Qualche suggerimento
Ovvero della differenza che passa fra un artigiano e una megamacchina

Per finire ecco una cassetta degli attrezzi, qualche suggerimento per rendere il nostro modo di comunicare più efficace. Ovviamente non si tratta di indicazioni assolute, da usare sempre e comunque. Lo stile varia tantissimo a seconda del contesto, del pubblico, della comunità linguistica di riferimento, degli obbiettivi di chi scrive, del canale di comunicazione (Cartaceo? Virtuale?), del genere di testo che si produce (Saggio? post di Facebook? Comunicato? Articolo per un blog? Romanzo storico?). Dipende insomma dalla funzione dell’atto di scrittura, che è sempre inserito in un contesto, ha degli obiettivi e si serve di canali di espressione.

  • Evitare di usare senza necessità termini stereotipati e convenzionali. Non dico di non usarli, anzi a volte sono utili e necessari, ma parole come “paradigma”, “dialettica”, “immaginario”, “modello socio-economico”, “dispositivo di controllo sociale”, “antropologico” vanno usate nel modo e nell’accezione giusta. Se non lo si fa si inflazionano e basta, e vengono svuotate del loro significato reale. Inoltre, usando questi termini fuori luogo, si risulta ridicoli a chi ne capisca un minimo nel campo, esattamente come risulta ridicolo chiunque scimmiotti un linguaggio “alto” e “dotto” che non sa padroneggiare davvero.
  • Cercare uno stile meno freddo e distaccato, evitare di usare troppi termini specialistici o filosofico-politici senza spiegarli. Rifiutiamo l’accademicismo, l’accademia, il suo linguaggio e tutta la storia di privilegio di classe e sopraffazione che porta dietro di sé.
  • Evitare l’ipotassi, ovvero l’accumulo di frasi subordinate concentrate in un solo periodo: fa perdere il filo e rende oscuro il soggetto della frase. Cerchiamo di usare frasi brevi, chiare, efficaci e pulite sintatticamente, lessicalmente e, di conseguenza, contenutisticamente. A meno che la subordinazione non sia una precisa scelta stilistica.
  • Conseguenza dei punti sopra: semplice è meglio. Non c’è niente di più stupido, innaturale e linguisticamente perverso che rendere incomprensibile e oscuro un concetto semplice. Questo è proprio il tipo di aberrazione del linguaggio accademico che ci influenza in modo nefasto. Anzi è vero il contrario: più si è abili con la lingua, più si rendono comprensibili e chiari concetti complessi senza tuttavia banalizzarli. Inoltre rendere chiaro cosa si sta dicendo suscita nel lettore fiducia, e trasmette sicurezza di sé e nei propri argomenti, che sono resi più convincenti da uno stile pulito e ben argomentato.

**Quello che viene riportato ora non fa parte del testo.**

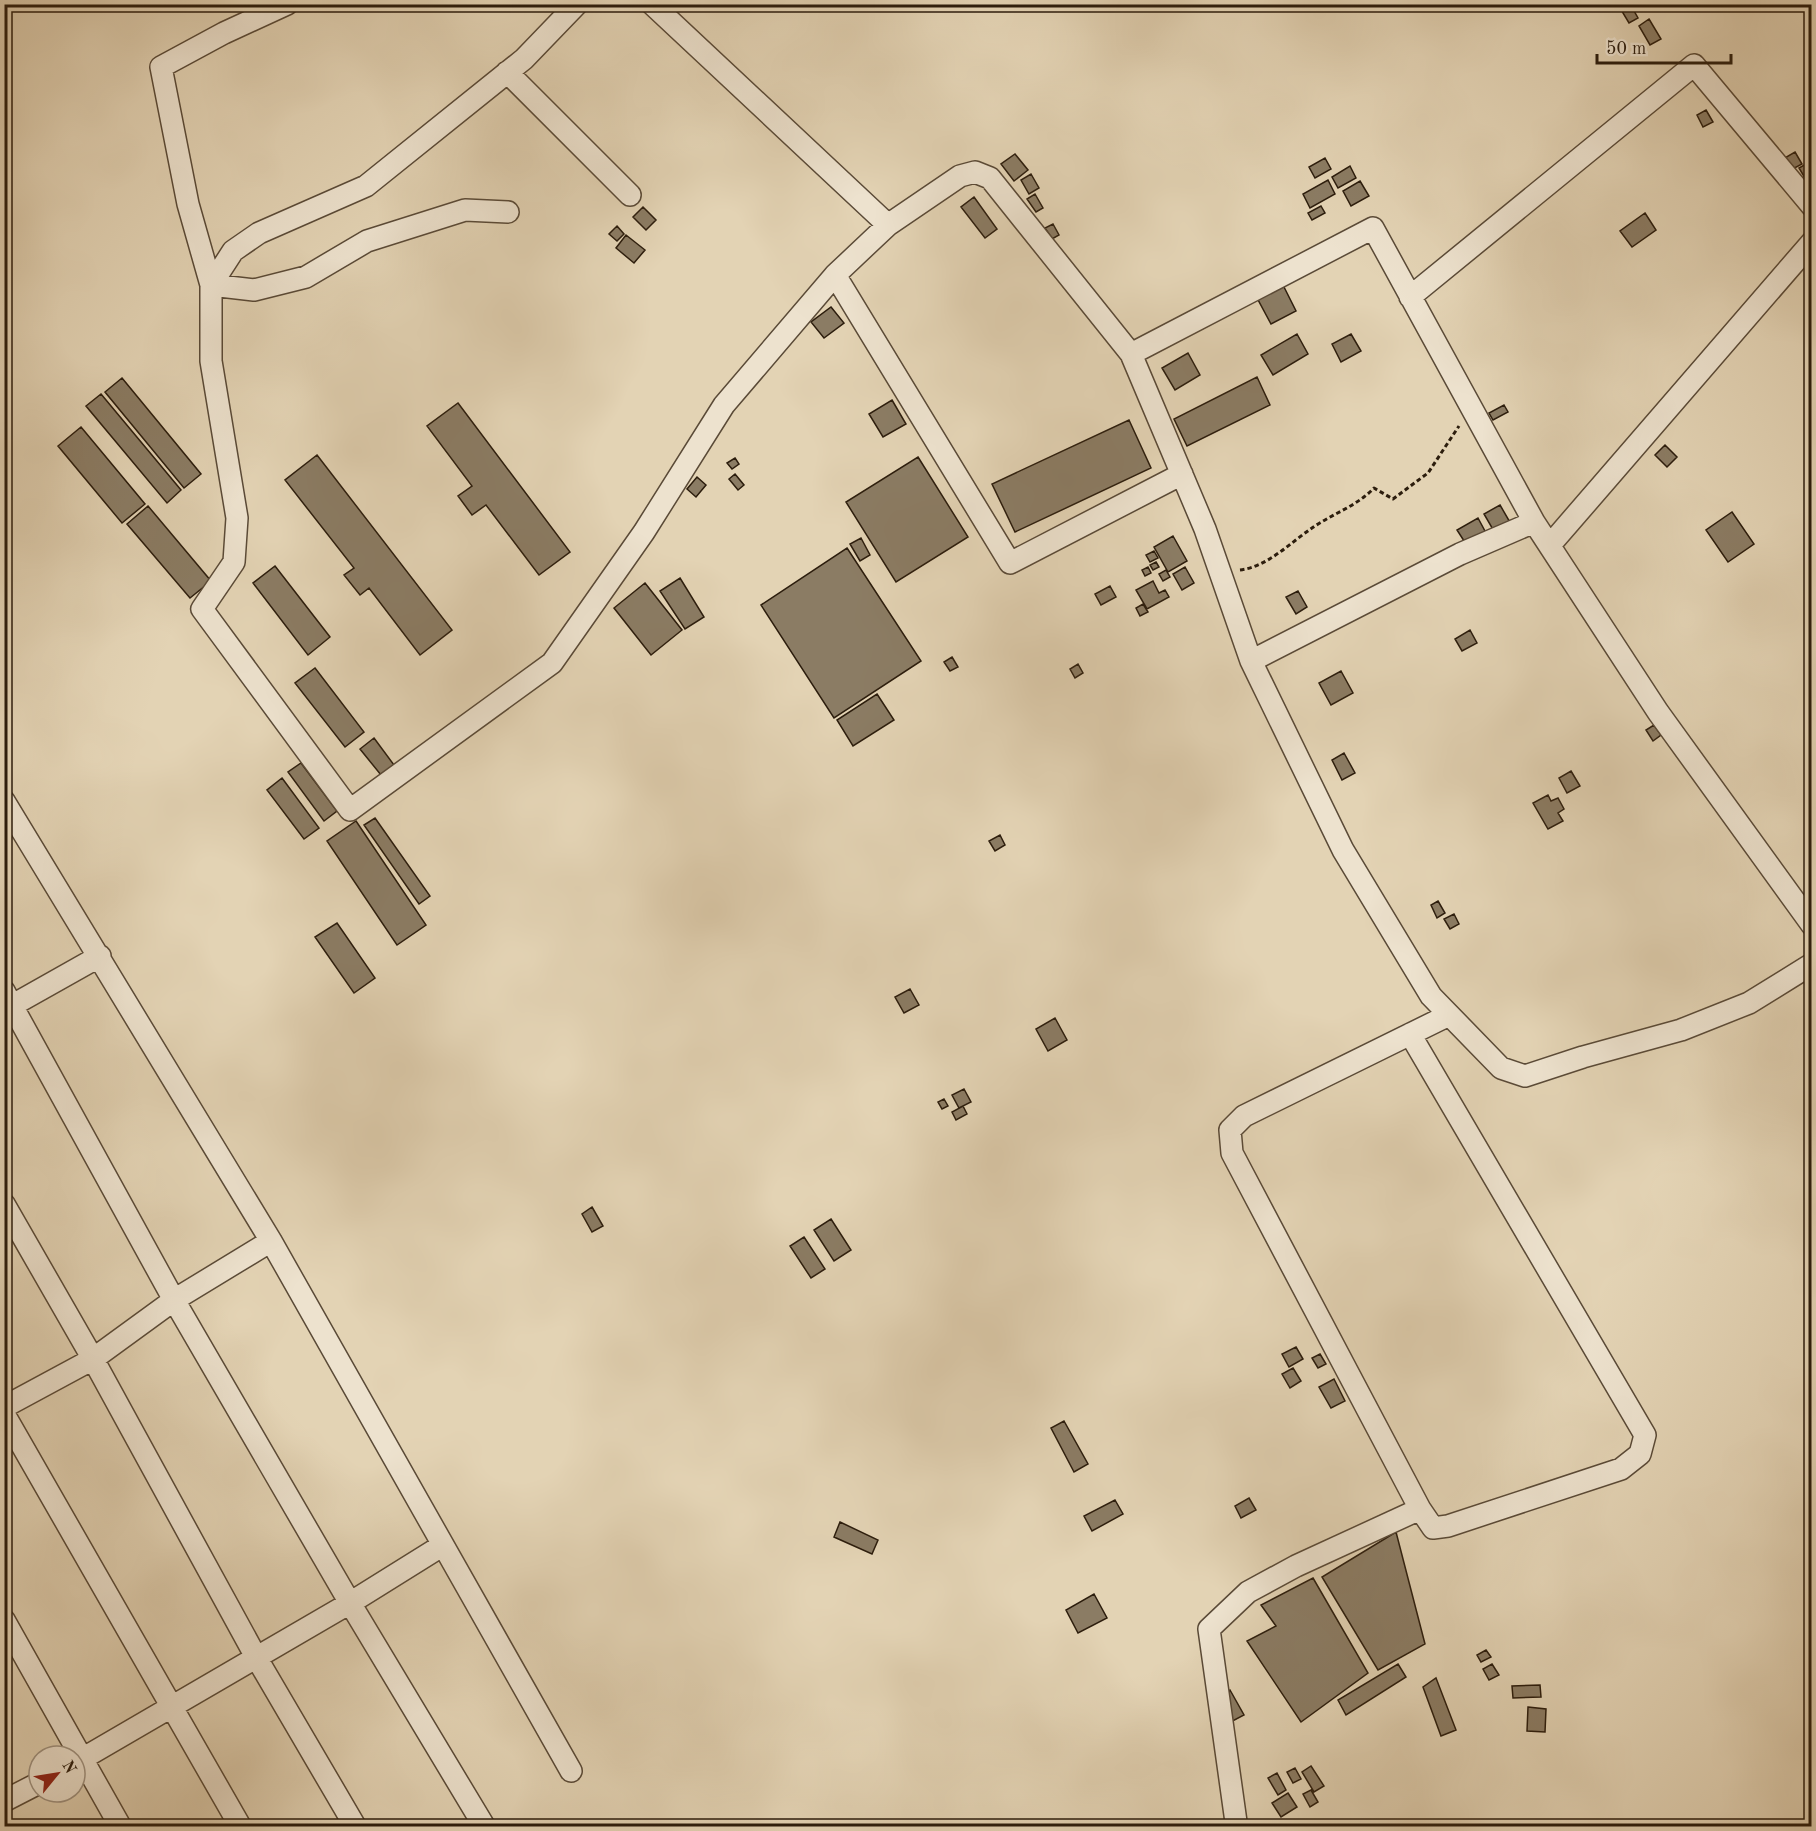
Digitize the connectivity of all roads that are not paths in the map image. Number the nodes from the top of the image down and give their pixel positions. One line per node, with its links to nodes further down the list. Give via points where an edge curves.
1 (287, 4): 11 (street, via 161,67 188,204)
2 (577, 4): 4 (street)
3 (652, 4): 8 (street)
4 (507, 72): 5 (street); 11 (street, via 366,186 259,233 233,251)
5 (630, 195)
6 (1812, 206): 12 (street, via 1694,65)
7 (508, 212): 11 (street, via 465,210 367,241 306,278 254,290)
8 (888, 225): 10 (street); 13 (street, via 960,176 975,172 990,178)
9 (1812, 242): 16 (street)
10 (835, 275): 11 (street, via 724,405 644,532 552,663 350,810 202,609 234,562 237,518 211,361); 14 (street, via 1010,563)
11 (211, 285)
12 (1410, 297): 13 (street, via 1373,228); 15 (street)
13 (1131, 354): 14 (street)
14 (1182, 474): 17 (street)
15 (1534, 522): 16 (street); 17 (street, via 1460,554)
16 (1550, 545): 19 (street, via 1658,712)
17 (1251, 661): 23 (street, via 1343,850 1431,996)
18 (4, 801): 20 (street)
19 (1812, 925)
20 (100, 956): 22 (street); 26 (street)
21 (1812, 963): 23 (street, via 1749,1003 1681,1030 1525,1076 1502,1068)
22 (7, 1002): 27 (street)
23 (1449, 1014): 24 (street)
24 (1410, 1034): 31 (street, via 1244,1116 1230,1130 1232,1153); 31 (street, via 1646,1435 1640,1454 1621,1468 1448,1526 1433,1528)
25 (4, 1204): 28 (street)
26 (271, 1241): 27 (street); 32 (street)
27 (174, 1300): 28 (street); 33 (street)
28 (93, 1359): 29 (street); 35 (street)
29 (4, 1407)
30 (4, 1414): 36 (street)
31 (1420, 1509): 47 (street, via 1248,1592 1209,1629)
32 (443, 1545): 33 (street); 39 (street)
33 (350, 1603): 35 (street); 46 (street)
34 (4, 1620): 37 (street)
35 (256, 1657): 36 (street); 45 (street)
36 (171, 1707): 38 (street); 44 (street)
37 (69, 1744)
38 (87, 1756)
39 (571, 1772)
40 (87, 1775): 43 (street)
41 (27, 1789): 42 (street)
42 (4, 1801)
43 (120, 1827)
44 (240, 1827)
45 (355, 1827)
46 (484, 1827)
47 (1238, 1827)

  • Rileggere sempre e chiedersi se ciò che si ha scritto abbia un alto livello di convenzionalità lessicale e stilistica. In caso di risposta positiva, provare a riscriverlo con un po’ più di immaginazione, sostituendo frasi costruite col generatore automatico con delle parafrasi fatte di parole diverse, più naturali e che chiariscano, semplifichino e rendano più vivi e pregnanti i concetti espressi. Il linguaggio e la scrittura sono una tecnica che come qualsiasi altra ha bisogno di esercizio, sperimentazione e fantasia. Tra un testo costruito consapevolmente e uno composto da elementi prefabbricati c’è la stessa differenza che passa tra un artigiano vasaio e una megamacchina che stampa migliaia di vasi in serie – e non si parla solo di qualità ma anche del sistema che sottende al modo di produzione.

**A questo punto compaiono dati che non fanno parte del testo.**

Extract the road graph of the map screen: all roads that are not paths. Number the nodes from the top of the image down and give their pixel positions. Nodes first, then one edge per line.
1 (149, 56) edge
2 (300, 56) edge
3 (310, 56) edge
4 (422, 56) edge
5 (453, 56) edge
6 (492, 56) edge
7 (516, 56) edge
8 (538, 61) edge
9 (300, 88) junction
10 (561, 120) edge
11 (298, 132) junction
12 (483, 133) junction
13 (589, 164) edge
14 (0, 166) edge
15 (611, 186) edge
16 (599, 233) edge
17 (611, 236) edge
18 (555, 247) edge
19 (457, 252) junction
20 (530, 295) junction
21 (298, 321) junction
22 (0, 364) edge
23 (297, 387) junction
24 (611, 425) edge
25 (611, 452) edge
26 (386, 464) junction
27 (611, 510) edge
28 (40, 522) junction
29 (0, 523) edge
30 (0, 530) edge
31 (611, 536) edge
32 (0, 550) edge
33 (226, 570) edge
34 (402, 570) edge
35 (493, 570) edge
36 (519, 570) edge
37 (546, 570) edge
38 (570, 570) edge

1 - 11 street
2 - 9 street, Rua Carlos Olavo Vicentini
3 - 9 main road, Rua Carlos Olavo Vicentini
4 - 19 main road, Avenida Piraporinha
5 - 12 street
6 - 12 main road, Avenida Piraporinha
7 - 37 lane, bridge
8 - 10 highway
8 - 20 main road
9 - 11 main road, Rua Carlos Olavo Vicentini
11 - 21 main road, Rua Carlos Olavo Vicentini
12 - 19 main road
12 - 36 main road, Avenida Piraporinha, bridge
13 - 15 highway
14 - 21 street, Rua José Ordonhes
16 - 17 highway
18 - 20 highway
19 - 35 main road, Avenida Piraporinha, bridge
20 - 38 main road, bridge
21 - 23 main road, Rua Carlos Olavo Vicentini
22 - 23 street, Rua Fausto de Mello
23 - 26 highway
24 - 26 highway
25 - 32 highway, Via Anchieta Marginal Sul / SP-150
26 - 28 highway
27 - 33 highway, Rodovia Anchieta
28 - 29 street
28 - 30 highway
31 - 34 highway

  • Tenere ben chiari gli obbiettivi dell’atto di scrittura, il contesto linguistico in cui produciamo il messaggio e il mezzo che usiamo per diffonderlo. Questo condizionerà profondamente il nostro stile. Stiamo scrivendo per informare, per convincere, per invogliare le persone a venire a un nostro incontro o a una nostra serata? Stiamo scrivendo per un pubblico di studenti, di operai in sciopero, di professori, per gli abitanti di un quartiere popolare? Stiamo scrivendo un volantino, un opuscolo, un saggio, un romanzo, un articolo, delle tesi da affiggere alla Martin Lutero, un’invettiva contro qualcuno o qualcosa, un’autodifesa o una critica? Teniamo bene a mente tutto ciò e comportiamoci linguisticamente di conseguenza.

Un saluto a tutti e buona scrittura.